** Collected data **
- - - - - - -

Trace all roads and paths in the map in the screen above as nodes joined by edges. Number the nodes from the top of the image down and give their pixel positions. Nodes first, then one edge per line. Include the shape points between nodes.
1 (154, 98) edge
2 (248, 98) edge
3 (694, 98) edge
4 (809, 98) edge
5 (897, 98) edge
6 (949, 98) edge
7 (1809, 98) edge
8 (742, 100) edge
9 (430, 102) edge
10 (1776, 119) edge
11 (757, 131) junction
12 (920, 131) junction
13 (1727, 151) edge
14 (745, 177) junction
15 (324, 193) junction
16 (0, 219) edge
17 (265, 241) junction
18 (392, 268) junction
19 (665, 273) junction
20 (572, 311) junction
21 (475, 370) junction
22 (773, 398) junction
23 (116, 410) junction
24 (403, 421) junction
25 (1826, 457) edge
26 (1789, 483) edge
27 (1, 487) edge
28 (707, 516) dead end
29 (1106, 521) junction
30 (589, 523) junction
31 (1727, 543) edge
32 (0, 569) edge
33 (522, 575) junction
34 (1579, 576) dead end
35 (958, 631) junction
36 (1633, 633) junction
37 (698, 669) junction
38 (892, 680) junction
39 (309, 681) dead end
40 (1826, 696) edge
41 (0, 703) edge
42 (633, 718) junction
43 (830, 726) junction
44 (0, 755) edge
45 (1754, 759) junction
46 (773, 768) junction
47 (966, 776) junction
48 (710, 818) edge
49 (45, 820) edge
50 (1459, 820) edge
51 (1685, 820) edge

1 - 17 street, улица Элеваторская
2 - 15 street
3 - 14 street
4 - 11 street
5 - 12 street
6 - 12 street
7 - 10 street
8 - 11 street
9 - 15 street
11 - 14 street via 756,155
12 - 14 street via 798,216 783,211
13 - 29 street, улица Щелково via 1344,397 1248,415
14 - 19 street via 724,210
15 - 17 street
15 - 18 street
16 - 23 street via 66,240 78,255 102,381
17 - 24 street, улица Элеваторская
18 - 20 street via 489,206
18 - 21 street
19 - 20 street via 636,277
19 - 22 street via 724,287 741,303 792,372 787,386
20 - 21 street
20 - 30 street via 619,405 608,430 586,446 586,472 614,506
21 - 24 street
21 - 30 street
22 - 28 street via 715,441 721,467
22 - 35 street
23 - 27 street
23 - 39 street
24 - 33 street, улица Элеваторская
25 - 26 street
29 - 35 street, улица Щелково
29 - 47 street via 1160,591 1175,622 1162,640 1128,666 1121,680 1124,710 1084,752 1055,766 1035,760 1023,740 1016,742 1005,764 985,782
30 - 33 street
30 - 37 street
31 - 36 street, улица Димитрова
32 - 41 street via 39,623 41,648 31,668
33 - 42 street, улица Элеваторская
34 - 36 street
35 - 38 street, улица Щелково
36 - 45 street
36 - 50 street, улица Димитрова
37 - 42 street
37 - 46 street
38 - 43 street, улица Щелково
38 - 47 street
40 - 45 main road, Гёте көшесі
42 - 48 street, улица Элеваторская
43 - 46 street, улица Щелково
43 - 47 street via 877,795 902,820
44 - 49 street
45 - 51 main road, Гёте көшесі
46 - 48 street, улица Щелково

- - - - - - -

** Work item **
Your output must be an exact copy of every entry.

** Your response **
Trace all roads and paths in the map in the screen above as nodes joined by edges. Number the nodes from the top of the image down and give their pixel positions. Nodes first, then one edge per line. Include the shape points between nodes.
1 (154, 98) edge
2 (248, 98) edge
3 (694, 98) edge
4 (809, 98) edge
5 (897, 98) edge
6 (949, 98) edge
7 (1809, 98) edge
8 (742, 100) edge
9 (430, 102) edge
10 (1776, 119) edge
11 (757, 131) junction
12 (920, 131) junction
13 (1727, 151) edge
14 (745, 177) junction
15 (324, 193) junction
16 (0, 219) edge
17 (265, 241) junction
18 (392, 268) junction
19 (665, 273) junction
20 (572, 311) junction
21 (475, 370) junction
22 (773, 398) junction
23 (116, 410) junction
24 (403, 421) junction
25 (1826, 457) edge
26 (1789, 483) edge
27 (1, 487) edge
28 (707, 516) dead end
29 (1106, 521) junction
30 (589, 523) junction
31 (1727, 543) edge
32 (0, 569) edge
33 (522, 575) junction
34 (1579, 576) dead end
35 (958, 631) junction
36 (1633, 633) junction
37 (698, 669) junction
38 (892, 680) junction
39 (309, 681) dead end
40 (1826, 696) edge
41 (0, 703) edge
42 (633, 718) junction
43 (830, 726) junction
44 (0, 755) edge
45 (1754, 759) junction
46 (773, 768) junction
47 (966, 776) junction
48 (710, 818) edge
49 (45, 820) edge
50 (1459, 820) edge
51 (1685, 820) edge

1 - 17 street, улица Элеваторская
2 - 15 street
3 - 14 street
4 - 11 street
5 - 12 street
6 - 12 street
7 - 10 street
8 - 11 street
9 - 15 street
11 - 14 street via 756,155
12 - 14 street via 798,216 783,211
13 - 29 street, улица Щелково via 1344,397 1248,415
14 - 19 street via 724,210
15 - 17 street
15 - 18 street
16 - 23 street via 66,240 78,255 102,381
17 - 24 street, улица Элеваторская
18 - 20 street via 489,206
18 - 21 street
19 - 20 street via 636,277
19 - 22 street via 724,287 741,303 792,372 787,386
20 - 21 street
20 - 30 street via 619,405 608,430 586,446 586,472 614,506
21 - 24 street
21 - 30 street
22 - 28 street via 715,441 721,467
22 - 35 street
23 - 27 street
23 - 39 street
24 - 33 street, улица Элеваторская
25 - 26 street
29 - 35 street, улица Щелково
29 - 47 street via 1160,591 1175,622 1162,640 1128,666 1121,680 1124,710 1084,752 1055,766 1035,760 1023,740 1016,742 1005,764 985,782
30 - 33 street
30 - 37 street
31 - 36 street, улица Димитрова
32 - 41 street via 39,623 41,648 31,668
33 - 42 street, улица Элеваторская
34 - 36 street
35 - 38 street, улица Щелково
36 - 45 street
36 - 50 street, улица Димитрова
37 - 42 street
37 - 46 street
38 - 43 street, улица Щелково
38 - 47 street
40 - 45 main road, Гёте көшесі
42 - 48 street, улица Элеваторская
43 - 46 street, улица Щелково
43 - 47 street via 877,795 902,820
44 - 49 street
45 - 51 main road, Гёте көшесі
46 - 48 street, улица Щелково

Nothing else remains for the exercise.